[[ Dataset excerpts open ]]

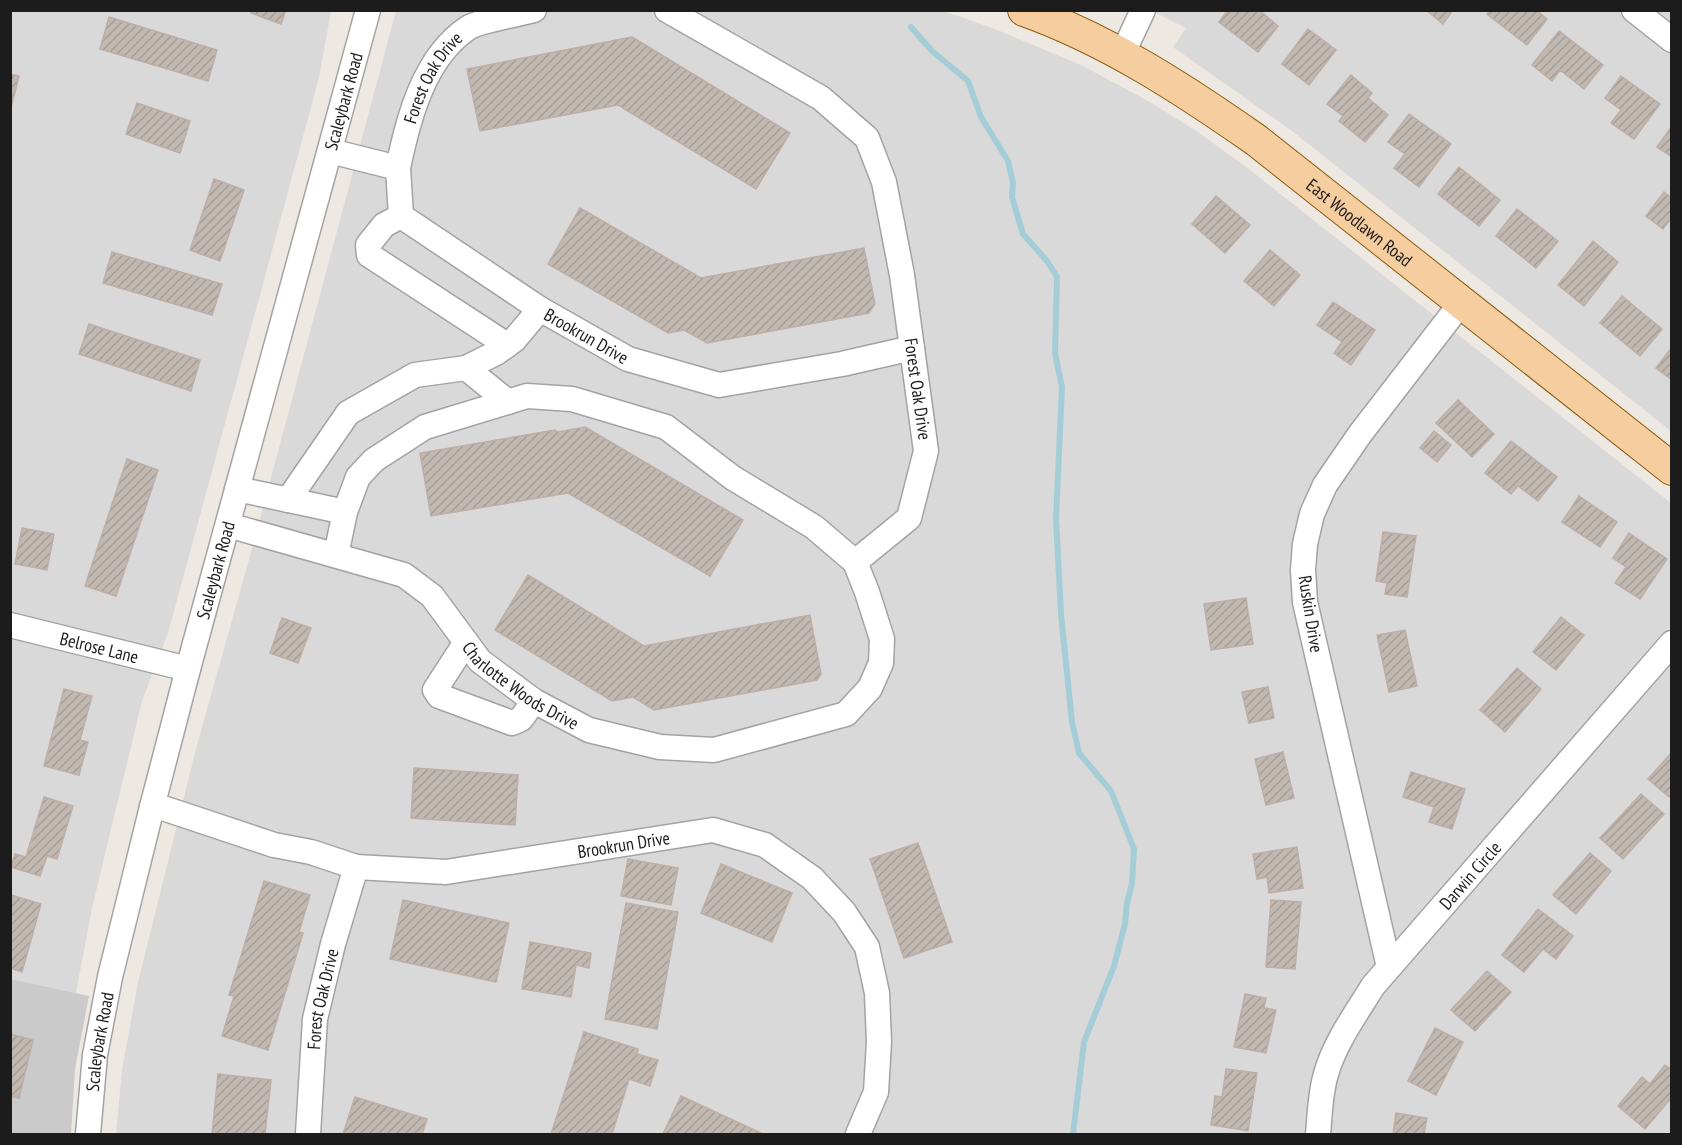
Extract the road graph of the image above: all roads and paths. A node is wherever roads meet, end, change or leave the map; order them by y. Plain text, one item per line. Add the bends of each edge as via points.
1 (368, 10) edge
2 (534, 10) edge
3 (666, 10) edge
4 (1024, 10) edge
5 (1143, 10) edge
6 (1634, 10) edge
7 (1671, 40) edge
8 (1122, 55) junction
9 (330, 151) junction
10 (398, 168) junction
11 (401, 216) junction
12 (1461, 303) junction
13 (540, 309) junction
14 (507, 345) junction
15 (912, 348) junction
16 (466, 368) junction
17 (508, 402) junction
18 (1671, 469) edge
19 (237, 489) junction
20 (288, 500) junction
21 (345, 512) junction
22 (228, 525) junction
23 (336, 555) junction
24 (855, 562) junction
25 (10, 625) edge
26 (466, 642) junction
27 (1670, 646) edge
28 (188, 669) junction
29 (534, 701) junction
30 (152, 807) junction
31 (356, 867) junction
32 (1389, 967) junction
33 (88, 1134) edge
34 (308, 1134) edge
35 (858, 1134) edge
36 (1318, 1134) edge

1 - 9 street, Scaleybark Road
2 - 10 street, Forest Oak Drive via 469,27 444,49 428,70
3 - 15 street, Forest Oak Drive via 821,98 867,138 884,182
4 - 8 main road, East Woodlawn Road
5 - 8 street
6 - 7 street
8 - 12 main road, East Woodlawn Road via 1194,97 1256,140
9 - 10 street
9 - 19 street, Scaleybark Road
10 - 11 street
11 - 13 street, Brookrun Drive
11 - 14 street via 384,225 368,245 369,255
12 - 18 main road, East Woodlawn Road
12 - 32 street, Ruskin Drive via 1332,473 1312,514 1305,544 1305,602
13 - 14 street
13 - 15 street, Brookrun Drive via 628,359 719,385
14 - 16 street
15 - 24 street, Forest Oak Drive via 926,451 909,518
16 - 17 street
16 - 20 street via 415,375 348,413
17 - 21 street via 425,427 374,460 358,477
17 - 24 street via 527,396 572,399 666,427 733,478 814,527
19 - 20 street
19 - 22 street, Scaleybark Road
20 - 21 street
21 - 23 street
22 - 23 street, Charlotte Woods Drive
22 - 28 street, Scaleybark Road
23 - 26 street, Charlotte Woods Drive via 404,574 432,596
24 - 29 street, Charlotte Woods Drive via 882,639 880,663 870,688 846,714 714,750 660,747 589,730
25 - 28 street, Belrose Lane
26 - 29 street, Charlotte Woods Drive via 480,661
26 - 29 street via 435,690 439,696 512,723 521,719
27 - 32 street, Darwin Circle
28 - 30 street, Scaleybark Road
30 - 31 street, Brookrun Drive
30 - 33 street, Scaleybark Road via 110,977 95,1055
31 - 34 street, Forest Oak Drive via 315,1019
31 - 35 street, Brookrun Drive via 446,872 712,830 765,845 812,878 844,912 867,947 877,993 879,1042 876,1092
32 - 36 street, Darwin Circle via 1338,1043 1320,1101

[[ Dataset excerpts closed ]]

• [Problem to work on]:
Which of the lines above carry the string "Circle"? Pick them out and copy them.

• [Your solution]:
27 - 32 street, Darwin Circle
32 - 36 street, Darwin Circle via 1338,1043 1320,1101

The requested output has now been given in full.